Taylor Patterson, an employee at a Domino's franchise in southern California, sued her employer (called "Sui Juris LLC") and her former manager for sexual harassment. She also sued Domino's Pizza, LLC, the franchisor.
The trial court granted Domino's' summary judgment motion, finding Domino's was not the plaintiff's employer, or that the franchisee was not Domino's' "agent." The court of appeal, though, reversed.
On review, the California Supreme Court agreed with the trial court, and dismissed the case against Domino's, the franchisor.
The opinion goes into a long discussion of franchisor history and law, which I'm sparing you. Here is the money quote:
franchisees are owner-operators who hold a personal and financial stake in the business. A major incentive is the franchisee‘s right to hire the people who work for him, and to oversee their performance each day. A franchisor enters this arena, and becomes potentially liable for actions of the franchisee‘s employees, only if it has retained or assumed a general right of control over factors such as hiring, direction, supervision, discipline, discharge, and relevant day-to-day aspects of the workplace behavior of the franchisee‘s employees. Any other guiding principle would disrupt the franchise relationship.
The Fair Employment and Housing Act holds "employers" liable for workplace discrimination, harassment, and retaliation. The franchisor, although exercising control over branding and the products and services offered, did not impose control over the day to day employment relationship.
The Supreme Court went on to explain what the nature of an "employer" is in the context of FEHA:
There are few California cases defining an employer under the FEHA provisions invoked here. But, it appears, traditional common law principles of agency and respondeat superior supply the proper analytical framework under FEHA, as they do for franchising generally. Courts in FEHA cases have emphasized "the control exercised by the employer over the employee‘s performance of employment duties." (Bradley v. Department of Corrections & Rehabilitation (2008) 158 Cal.App.4th 1612, 1626, citing Vernon, supra, 116 Cal.App.4th 114, 124-125; accord, McCoy v. Pacific Maritime Assn. (2013) 216 Cal.App.4th 283, 301-302.) This standard requires "a comprehensive and immediate level of 'day-to-day‘ authority" over matters such as hiring, firing, direction, supervision, and discipline of the employee. (Vernon, supra, 116 Cal.App.4th at pp. 127-128.)
As discussed above, Domino‘s lacked the general control of an employer or principal over relevant day-to-day aspects of the employment and workplace behavior of Sui Juris‘s employees. Application of the FEHA test for determining an employment relationship produces no different result in this franchising case than the one we have already reached. Plaintiff is mistaken to the extent she implies that the contrary is true.
So, this case should guide franchisors, as well as affiliated companies.
Turning to the case at bar, the Supreme Court examined a number of facts to determine Domino's did not exercise the requisite control. These included
- the language of the franchise agreement. Critically, the agreement provided Domino's had no say in day-to-day employment issues involving the franchisee's employees.

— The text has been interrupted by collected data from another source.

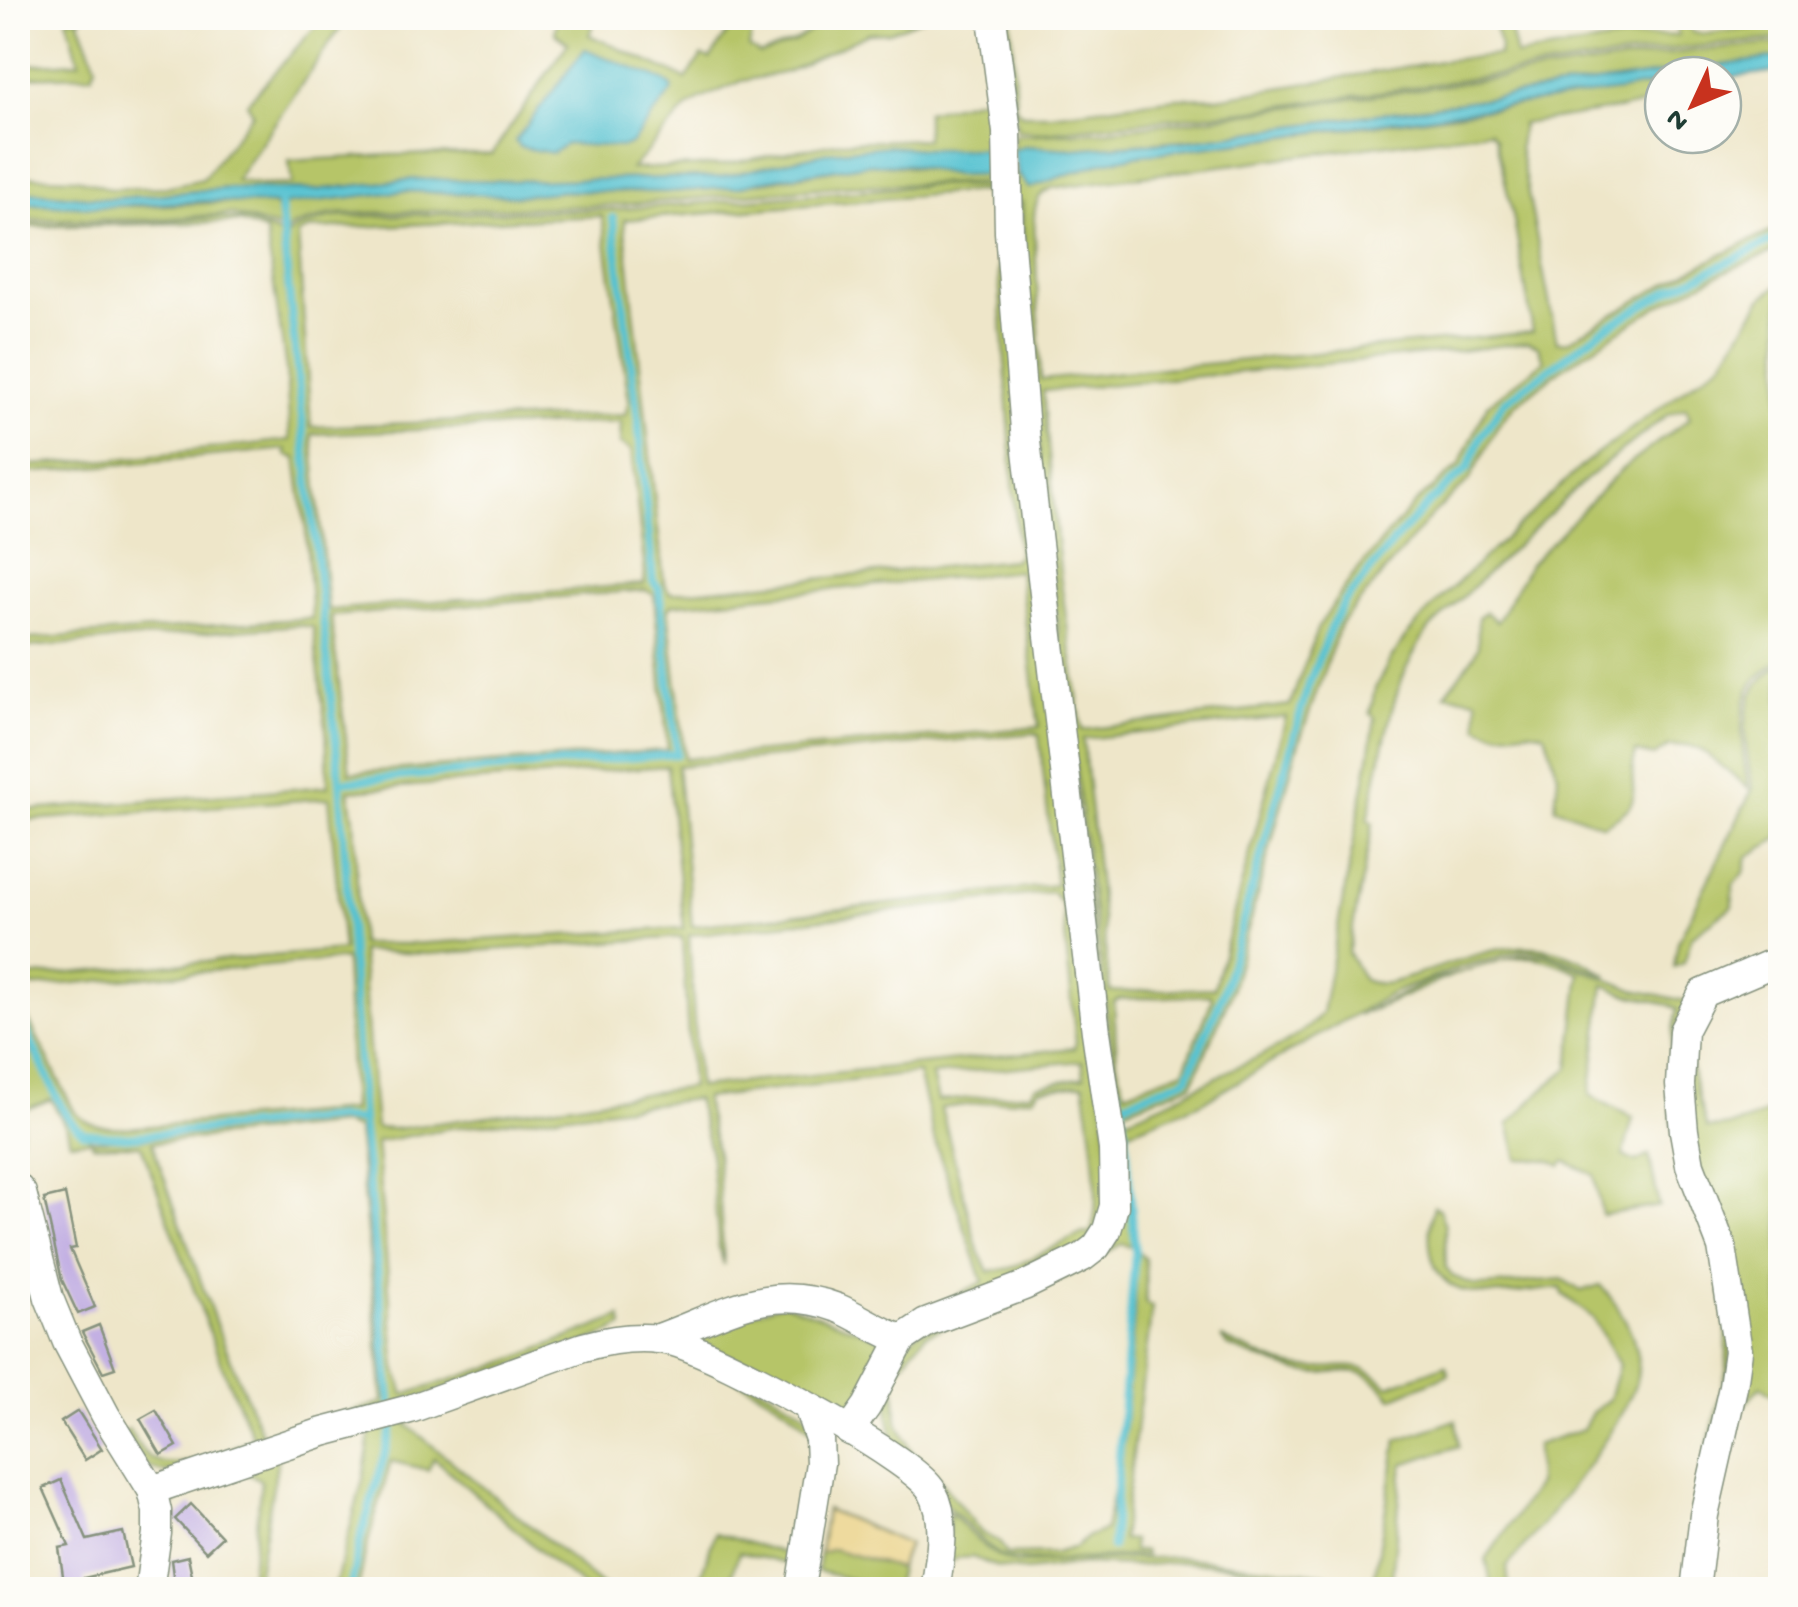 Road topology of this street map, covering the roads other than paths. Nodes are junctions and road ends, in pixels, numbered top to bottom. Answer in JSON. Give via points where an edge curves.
{"nodes":[{"id":1,"x":992,"y":18,"type":"edge"},
{"id":2,"x":1780,"y":960,"type":"edge"},
{"id":3,"x":18,"y":1188,"type":"edge"},
{"id":4,"x":656,"y":1339,"type":"junction"},
{"id":5,"x":902,"y":1339,"type":"junction"},
{"id":6,"x":808,"y":1407,"type":"junction"},
{"id":7,"x":849,"y":1431,"type":"junction"},
{"id":8,"x":152,"y":1490,"type":"junction"},
{"id":9,"x":800,"y":1588,"type":"edge"},
{"id":10,"x":149,"y":1590,"type":"edge"},
{"id":11,"x":935,"y":1590,"type":"edge"},
{"id":12,"x":1695,"y":1590,"type":"edge"}],
"edges":[{"from":1,"to":5,"type":"street","via":[[1026,442],[1113,1149],[1114,1206],[1107,1230],[1083,1257]]},
{"from":2,"to":12,"type":"street","via":[[1702,993],[1683,1031],[1684,1132],[1722,1247],[1738,1351]]},
{"from":3,"to":8,"type":"street","via":[[67,1342]]},
{"from":4,"to":5,"type":"street","via":[[732,1307],[791,1296],[843,1310]]},
{"from":4,"to":6,"type":"street","via":[[699,1352]]},
{"from":4,"to":8,"type":"street","via":[[582,1346],[410,1409]]},
{"from":5,"to":7,"type":"street"},
{"from":6,"to":7,"type":"street"},
{"from":6,"to":9,"type":"street","via":[[820,1463]]},
{"from":7,"to":11,"type":"street","via":[[933,1492],[941,1518]]},
{"from":8,"to":10,"type":"street","via":[[157,1533]]}]} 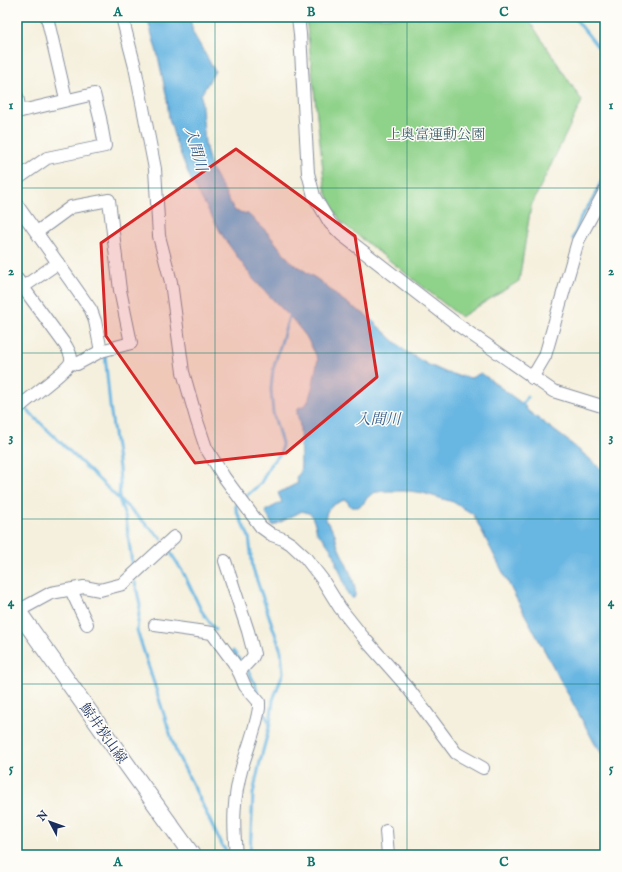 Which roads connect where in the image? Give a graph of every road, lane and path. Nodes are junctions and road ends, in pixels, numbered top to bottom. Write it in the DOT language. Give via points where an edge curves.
graph roads {
  1 [pos="47,17"];
  2 [pos="122,17"];
  3 [pos="298,17"];
  4 [pos="17,96"];
  5 [pos="66,99"];
  6 [pos="19,111"];
  7 [pos="17,179"];
  8 [pos="605,191"];
  9 [pos="17,205"];
  10 [pos="37,232"];
  11 [pos="58,262"];
  12 [pos="20,283"];
  13 [pos="101,351"];
  14 [pos="71,362"];
  15 [pos="532,378"];
  16 [pos="18,406"];
  17 [pos="605,407"];
  18 [pos="174,537"];
  19 [pos="225,561"];
  20 [pos="71,590"];
  21 [pos="19,615"];
  22 [pos="87,624"];
  23 [pos="155,625"];
  24 [pos="238,672"];
  25 [pos="483,768"];
  26 [pos="386,831"];
  27 [pos="192,855"];
  28 [pos="236,855"];
  29 [pos="388,855"];
  1 -- 5 [label="street"];
  2 -- 25 [label="street" via="135,67 154,169 159,236 171,282 184,372 206,448 261,527 291,544 305,557 340,608 408,688 456,753"];
  3 -- 15 [label="street" via="308,173 314,196 330,223 458,325"];
  4 -- 6 [label="street"];
  5 -- 6 [label="street"];
  5 -- 7 [label="street" via="94,94 105,146 47,158"];
  8 -- 15 [label="street" via="578,241 545,356"];
  9 -- 10 [label="street"];
  10 -- 11 [label="street"];
  10 -- 13 [label="street" via="71,207 109,200 120,290 131,343"];
  11 -- 12 [label="street"];
  11 -- 13 [label="street" via="91,310"];
  12 -- 14 [label="street" via="66,346"];
  13 -- 14 [label="street" via="77,364"];
  14 -- 16 [label="street"];
  15 -- 17 [label="street" via="553,391"];
  18 -- 20 [label="street" via="123,584 100,590 84,587"];
  19 -- 24 [label="street" via="254,654"];
  20 -- 21 [label="street" via="51,593"];
  20 -- 22 [label="street"];
  21 -- 27 [label="main road, 鯨井狭山線"];
  23 -- 24 [label="street" via="212,632"];
  24 -- 28 [label="street" via="258,702 259,708 242,767 235,803 233,825"];
  26 -- 29 [label="street"];
}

- the franchisee in practice exclusively controlled hiring, firing, and other employment decisions. He did not involve Domino's in any such decisions.
- the franchisor did provide certain training to employees on methods and the like. But the franchisee had exclusive control over sexual harassment training and "how employees treat each other" in the workplace.
- Domino's had no complaint procedure for franchisee employees to report harassment; only the franchisee had such procedures in place.
It should be noted this decision was 4-3. Justice Baxter penned the majority opinion. He's retiring. I'm going to miss him. CJ Cantil-Sakauye and Justices Chin and Corrigan joined the majority.
Justice Werdegar, joined by Justice Liu and Justice Chaney (sitting by designation from the court of appeal), would have held that the franchisor should be held liable. However, even the dissenters agreed
That a franchisor is not automatically the employer of its franchisee‘s employees, irrespective of the details of the parties‘ relationship, necessarily follows. So, too, does it follow that a franchisor may under the circumstances of the parties‘ relationship in fact be an employer. The outcome depends on the factual inquiry.
Therefore, all seven justices agreed on the basic principle. The dissenters believed there was enough to hold Domino's LLC liable. So, there is no bright line rule re franchisor liability. There will be litigation to decide in each case whether a franchisor exercises the requisite control to qualify as an "employer." Franchisors and franchisees will have to ensure their agreements are consistent with their intent in this area. And franchisors seeking to avoid responsibility for employment law claims will have to cede control over day-to-day employment issues.
This case is Patterson v. Domino's LLC and the opinion is here.